To determine the vaccine’s efficacy, Covid-19 cases are counted only if they occur two weeks after the second shot. Some patients are already two weeks beyond the second shot, but Dr. Zaks said he did not know if any trial participants had contracted the disease yet.

A total of 151 cases — spread between the vaccine and placebo groups — would be enough to determine whether the vaccine is 60 percent effective. The Food and Drug Administration has set the bar at 50 percent.

But if the vaccine turns out to be highly effective, with a statistically significant difference emerging between the two groups with fewer than 151 cases, efficacy could be proved sooner, Dr. Zaks said.

The numbers will be watched by a panel of independent experts picked by the National Institutes of Health. The same group will also monitor several other trials.

The panel, called a data-safety monitoring board, will perform its first analysis of the efficacy data once 53 cases have occurred.

Mr. Bancel said the company would report publicly on the results of this so-called interim analysis, and the next one, when they are conducted.

The safety board can also put the trial on hold if there is evidence that a participant may have been harmed, as occurred recently in AstraZeneca’s vaccine study.

Dr. Zaks and Mr. Bancel said that the first analysis would probably not take place before November. In theory, the vaccine could be found effective at that point, though the odds of demonstrating 60 percent effectiveness at the first analysis are not high, Dr. Zaks said.

If the data are not conclusive, the panel will look again after there have been a total of 106 cases. If there is still no answer, the next and final analysis will occur after 151 people contract Covid.

How long it takes to reach any of those case counts depends on the trajectory of the pandemic and how likely participants are to be exposed to the virus.

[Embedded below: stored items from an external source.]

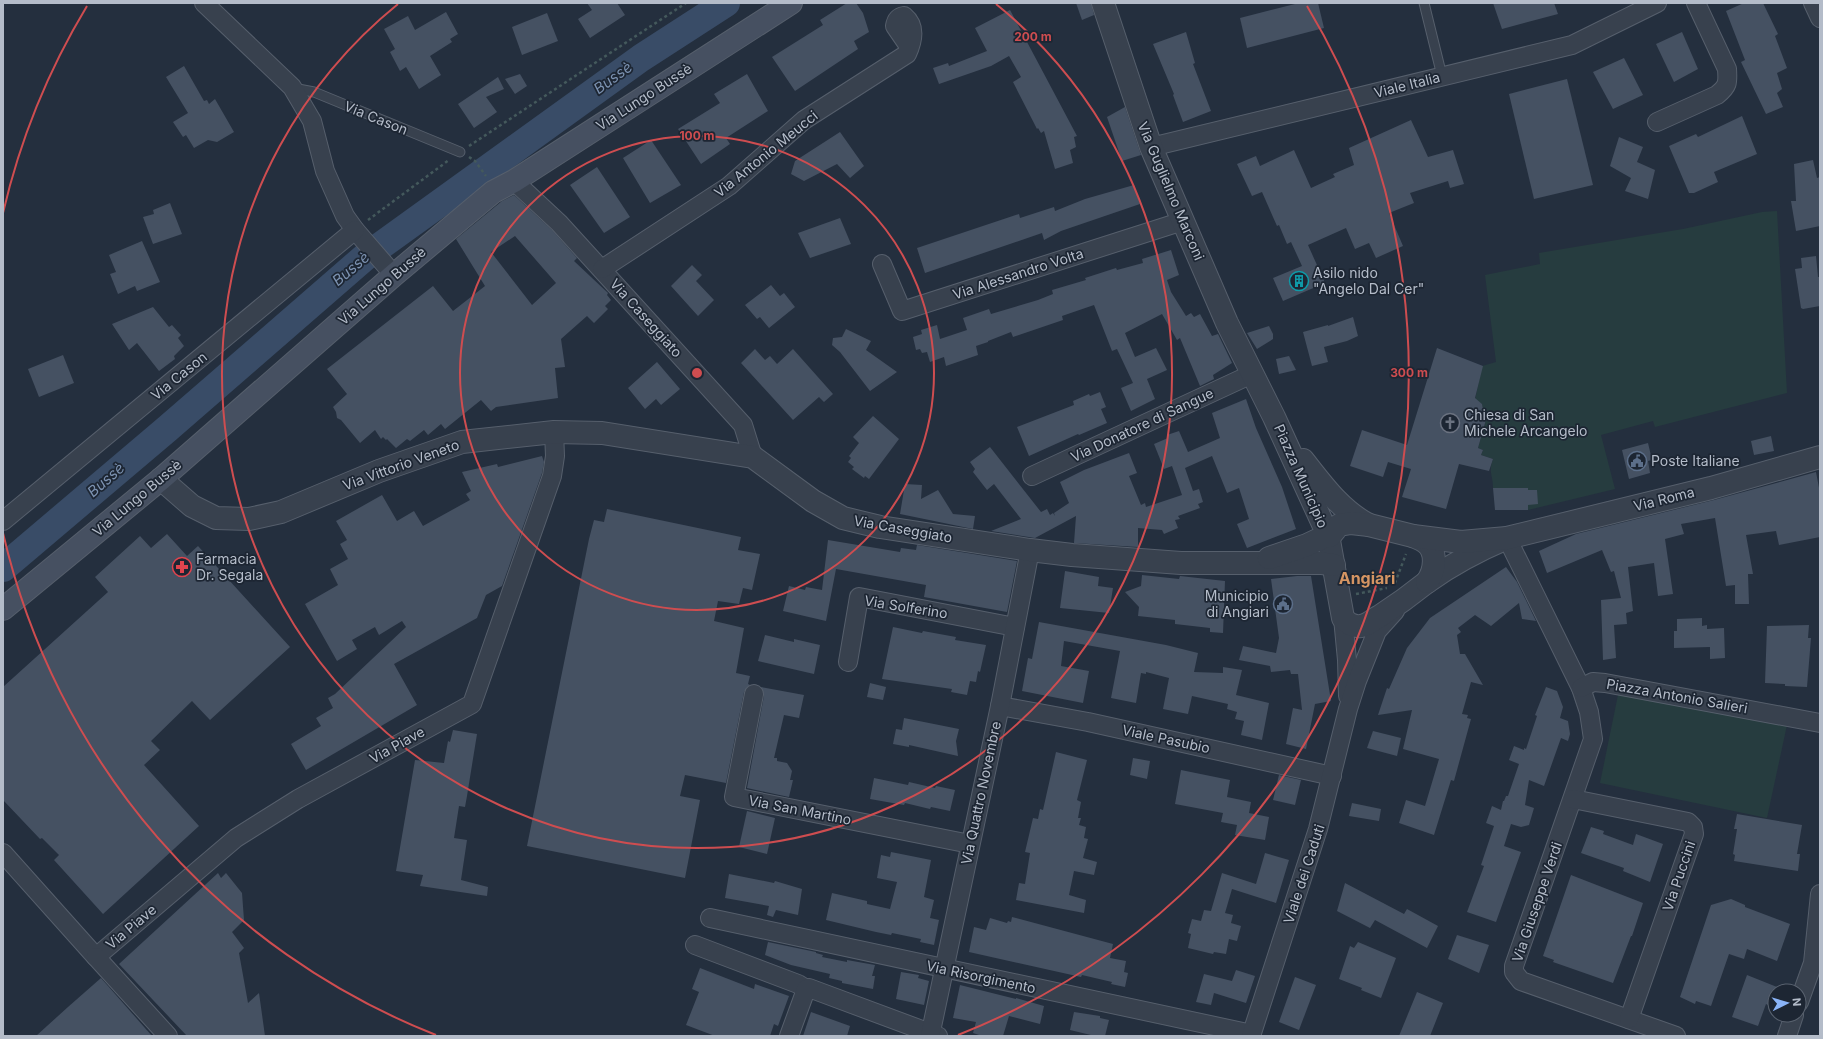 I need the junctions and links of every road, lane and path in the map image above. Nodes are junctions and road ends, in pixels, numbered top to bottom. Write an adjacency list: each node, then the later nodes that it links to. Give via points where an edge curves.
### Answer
1 (204, 3): 12 (street)
2 (686, 3): 15 (path)
3 (791, 3): 16 (main road, Via Lungo Bussè)
4 (1103, 3): 14 (street, Via Guglielmo Marconi)
5 (1424, 3): 11 (lane)
6 (1657, 3): 11 (street, Viale Italia, via 1572,45)
7 (1696, 3): 13 (street, via 1727,69 1728,80 1725,89 1717,95)
8 (1813, 3): 9 (street)
9 (1820, 18)
10 (908, 51): 21 (street, Via Antonio Meucci, via 804,120 729,186)
11 (1442, 76): 14 (street, Viale Italia)
12 (292, 87): 15 (lane, Via Cason, via 314,92); 19 (street, via 312,121 325,171 335,197)
13 (1657, 122)
14 (1151, 147): 18 (street, Via Guglielmo Marconi)
15 (460, 152): 17 (path, via 475,161 490,182); 19 (path)
16 (514, 181): 17 (main road, Via Lungo Bussè); 21 (street, Via Caseggiato, via 559,223)
17 (493, 192): 22 (main road, Via Lungo Bussè)
18 (1183, 221): 20 (street, Via Alessandro Volta, via 902,311); 23 (street, Via Guglielmo Marconi)
19 (355, 230): 22 (street); 30 (street, Via Cason)
20 (882, 264)
21 (602, 269): 26 (street, Via Caseggiato, via 743,425)
22 (394, 275): 29 (main road, Via Lungo Bussè)
23 (1252, 374): 24 (street, Piazza Municipio); 28 (street, Via Donatore di Sangue)
24 (1274, 417): 31 (street, Piazza Municipio, via 1321,483 1350,512); 32 (street, Piazza Municipio)
25 (554, 432): 26 (street, Via Vittorio Veneto, via 602,433); 29 (street, Via Vittorio Veneto, via 462,442 379,471 281,512 249,519 216,518 192,506); 57 (street, Via Piave, via 555,456 552,476 472,704 298,799 236,838)
26 (754, 457): 35 (street, Via Caseggiato, via 813,501 843,518 880,527)
27 (1820, 457): 34 (street, Via Roma, via 1711,488)
28 (1032, 476)
29 (161, 479): 41 (main road, Via Lungo Bussè)
30 (3, 521)
31 (1369, 525): 32 (street, Piazza Municipio, via 1342,523 1330,536); 33 (street, Piazza Municipio)
32 (1328, 535): 36 (street, Piazza Municipio, via 1287,552); 37 (street, Piazza Municipio)
33 (1413, 536): 34 (street, Piazza Municipio, via 1461,542); 38 (street, Piazza Municipio, via 1426,542 1432,552 1433,575); 39 (path, via 1394,586)
34 (1507, 538): 38 (street, Piazza Municipio, via 1480,549); 45 (street)
35 (1030, 550): 36 (street, Via Caseggiato, via 1181,563); 43 (street, Via Quattro Novembre)
36 (1247, 564): 37 (street)
37 (1334, 565): 39 (street, Piazza Municipio)
38 (1427, 582): 40 (street, Piazza Municipio)
39 (1339, 597): 42 (street, Piazza Municipio)
40 (1404, 601): 42 (street, Piazza Municipio, via 1366,624 1355,626 1348,624); 48 (street, Piazza Municipio, via 1377,632)
41 (3, 609)
42 (1343, 618): 48 (street, Piazza Municipio)
43 (1015, 627): 44 (street, Via Solferino, via 859,597); 47 (street, Via Quattro Novembre)
44 (848, 662)
45 (1581, 688): 49 (street, Piazza Antonio Salieri, via 1593,682 1605,683); 51 (street, Via Giuseppe Verdi, via 1589,712 1593,740)
46 (754, 694): 52 (street, Via San Martino, via 734,797)
47 (1000, 706): 50 (street, Viale Pasubio, via 1088,722); 52 (street, Via Quattro Novembre)
48 (1348, 709): 50 (street, Viale dei Caduti)
49 (1820, 723)
50 (1332, 776): 64 (street, Viale dei Caduti, via 1318,829)
51 (1573, 799): 61 (street, Via Giuseppe Verdi, via 1514,972 1521,981); 61 (street, Via Puccini, via 1688,822 1694,834)
52 (970, 844): 58 (street, Via Quattro Novembre)
53 (3, 853): 57 (street, Via Piave)
54 (1820, 894): 59 (street, via 1813,963)
55 (710, 918): 58 (street, Via Risorgimento)
56 (695, 945): 60 (street)
57 (96, 957): 65 (street, Via Piave)
58 (944, 970): 63 (street, Via Quattro Novembre); 64 (street, Via Risorgimento)
59 (1806, 983)
60 (806, 989): 63 (street); 66 (street)
61 (1629, 1019): 67 (street, Via Giuseppe Verdi)
62 (1791, 1023): 68 (street)
63 (933, 1035)
64 (1251, 1035)
65 (168, 1036)
66 (789, 1036)
67 (1676, 1036)
68 (1787, 1036)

It will probably take five months from the study start — when the first participant received the first shot — to reach 53 cases, eight months to reach 106 and 10 months to reach 151, the protocol states. Those estimates depend on certain assumptions being correct, including that in a six-month period, the incidence of Covid in the placebo group will be 0.75 percent.

The study began in late July, which would suggest that the first interim analysis may not occur until late December, and the final one in late May.

Regardless of whether the vaccine is effective or not, the participants’ health will be monitored for two years after the second shot, the protocol states.

Moderna and other companies have already begun making their vaccines “at risk,” meaning financial risk, because if the trials find that the products do not work, they will have to be thrown away. Both Moderna and Pfizer have projected that millions of doses will be ready early in 2021. But the world population is 7 billion, and everyone will need two doses.

“In the first half of next year, at least maybe until Labor Day next year, I anticipate that the world is going to be massively supply-constrained, meaning not enough vaccine to vaccinate everybody,” Mr. Bancel said.